§ **Exercise goal**: Dropping every picture, set down exactly the lines in the entries below, starting with the line with "middle pip: (532, 404)" and going on through the line with "pinky pip: (654, 314)".

[Collected data]
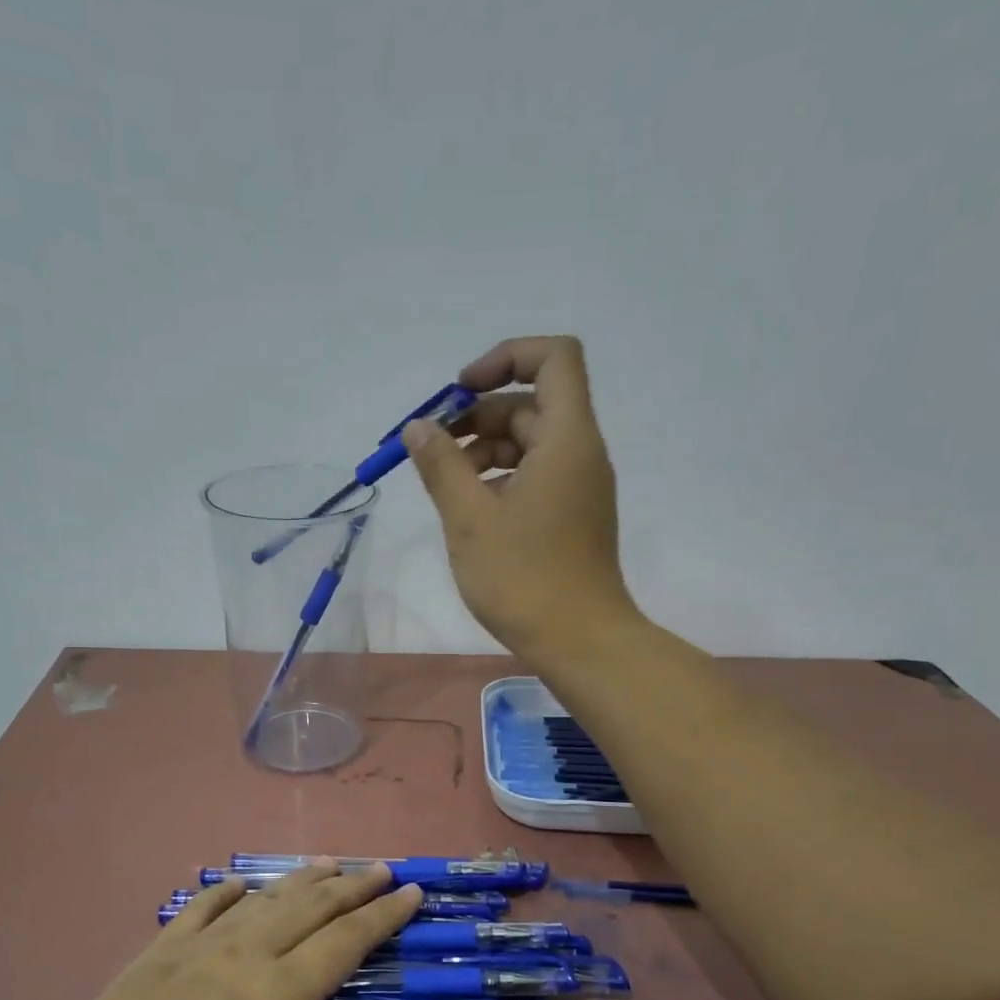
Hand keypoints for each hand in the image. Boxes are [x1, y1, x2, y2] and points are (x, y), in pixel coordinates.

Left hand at [2, 861, 441, 999]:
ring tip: (329, 864)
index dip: (383, 915)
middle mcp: (240, 960)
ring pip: (261, 901)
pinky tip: (238, 885)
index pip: (344, 942)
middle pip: (308, 908)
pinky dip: (227, 891)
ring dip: (301, 880)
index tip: (412, 891)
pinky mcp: (152, 960)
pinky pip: (199, 908)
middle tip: (382, 867)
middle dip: (351, 886)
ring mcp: (191, 954)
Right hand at [404, 335, 639, 662]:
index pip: (554, 357)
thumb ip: (442, 466)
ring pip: (530, 444)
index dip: (505, 358)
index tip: (460, 392)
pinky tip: (470, 511)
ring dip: (484, 451)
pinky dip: (500, 479)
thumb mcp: (470, 519)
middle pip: (532, 404)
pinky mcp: (572, 516)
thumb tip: (419, 427)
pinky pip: (535, 476)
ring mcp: (579, 487)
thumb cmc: (524, 579)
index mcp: (567, 439)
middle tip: (433, 449)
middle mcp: (581, 453)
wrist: (580, 642)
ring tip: (445, 486)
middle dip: (478, 415)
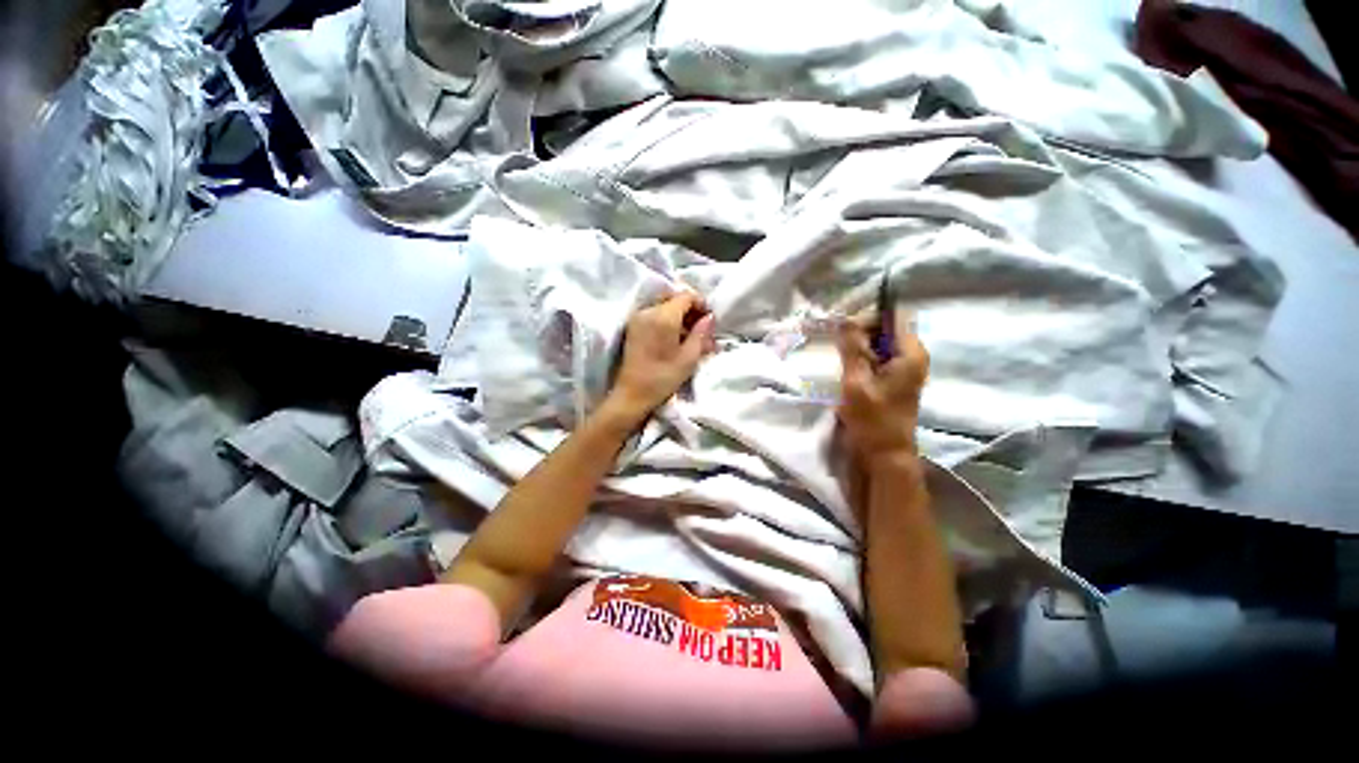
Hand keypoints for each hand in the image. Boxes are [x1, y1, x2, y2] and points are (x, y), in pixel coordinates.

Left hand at [606, 291, 716, 422]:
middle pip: (673, 298)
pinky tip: (675, 337)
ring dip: (679, 315)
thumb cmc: (663, 378)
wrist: (632, 394)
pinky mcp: (633, 327)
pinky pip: (654, 314)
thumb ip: (701, 333)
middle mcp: (648, 311)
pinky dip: (667, 320)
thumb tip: (709, 318)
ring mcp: (638, 318)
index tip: (709, 320)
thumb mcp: (689, 358)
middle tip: (701, 327)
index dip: (701, 304)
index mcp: (663, 317)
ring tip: (690, 335)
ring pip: (664, 305)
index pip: (686, 295)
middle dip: (690, 309)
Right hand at [836, 312, 928, 467]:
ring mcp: (906, 367)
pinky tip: (850, 369)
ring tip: (842, 358)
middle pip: (887, 327)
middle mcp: (913, 355)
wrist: (885, 453)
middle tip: (839, 346)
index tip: (843, 330)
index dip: (866, 317)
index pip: (892, 316)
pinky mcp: (897, 378)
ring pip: (881, 342)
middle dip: (861, 331)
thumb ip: (852, 348)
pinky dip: (864, 357)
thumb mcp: (856, 381)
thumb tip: (844, 318)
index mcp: (910, 353)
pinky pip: (880, 356)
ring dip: (860, 346)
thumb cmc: (872, 419)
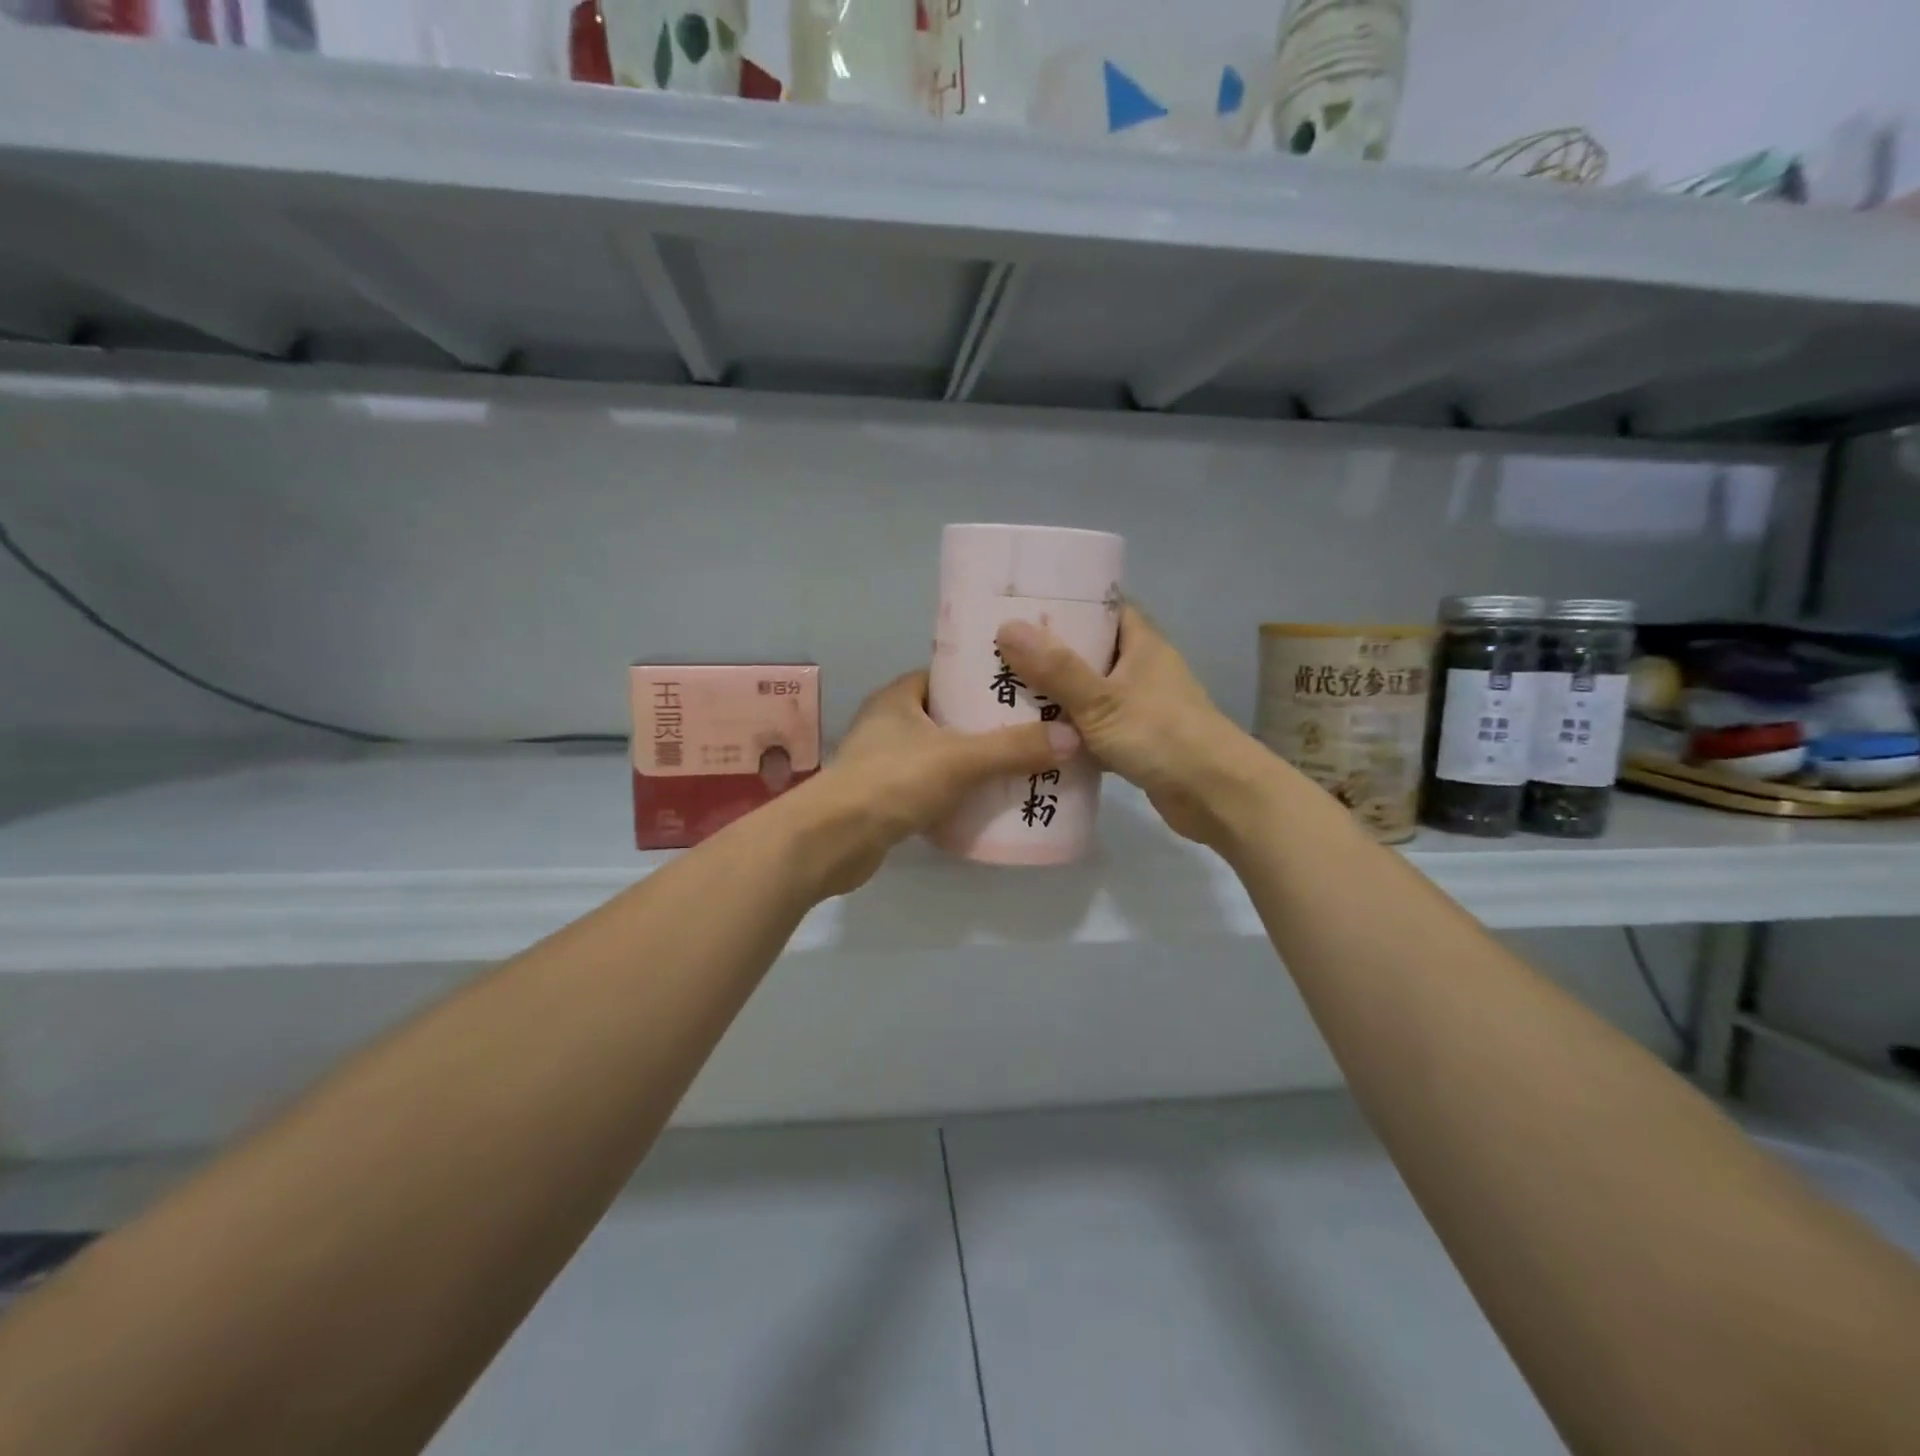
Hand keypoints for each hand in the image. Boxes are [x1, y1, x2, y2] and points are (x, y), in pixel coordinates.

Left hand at [802, 671, 1080, 896]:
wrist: (833, 840)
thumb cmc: (892, 781)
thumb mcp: (960, 759)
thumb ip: (1013, 748)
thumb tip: (1071, 737)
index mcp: (898, 697)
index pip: (945, 675)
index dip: (981, 679)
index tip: (1020, 687)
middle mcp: (887, 723)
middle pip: (946, 716)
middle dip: (984, 724)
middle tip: (1031, 729)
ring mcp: (882, 763)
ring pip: (939, 754)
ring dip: (972, 761)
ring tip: (1019, 765)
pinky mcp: (884, 799)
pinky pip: (930, 787)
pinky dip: (955, 792)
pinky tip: (985, 802)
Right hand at [995, 606, 1272, 851]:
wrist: (1216, 795)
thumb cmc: (1162, 735)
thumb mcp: (1101, 700)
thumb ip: (1055, 669)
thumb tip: (1007, 627)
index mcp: (1140, 643)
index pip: (1100, 608)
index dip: (1063, 604)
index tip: (1019, 607)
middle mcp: (1141, 668)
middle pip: (1087, 651)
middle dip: (1046, 654)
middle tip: (997, 654)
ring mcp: (1139, 706)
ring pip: (1087, 693)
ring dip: (1054, 696)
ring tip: (1002, 692)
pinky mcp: (1135, 741)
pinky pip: (1093, 728)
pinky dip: (1068, 732)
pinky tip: (1033, 736)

§ **Output below**:
middle pip: (532, 404)
pinky mcp: (572, 516)
thumb tip: (419, 427)
pinky pip: (535, 476)
ring mcp: (579, 487)
thumb cmc: (524, 579)
index mcp: (567, 439)
middle tip: (433, 449)
middle mcp: (581, 453)
wrist: (580, 642)
ring tip: (445, 486)
middle dip: (478, 415)
Hand keypoints for each hand in the image. Boxes are [x1, y1, x2, y2] and points are (x, y), in pixel coordinates.

Left hand at [606, 291, 716, 422]:
middle pip: (673, 298)
pinky tip: (675, 337)
ring dip: (679, 315)
thumb cmc: (663, 378)
wrist: (632, 394)
pinky mcp: (633, 327)
pinky pip: (654, 314)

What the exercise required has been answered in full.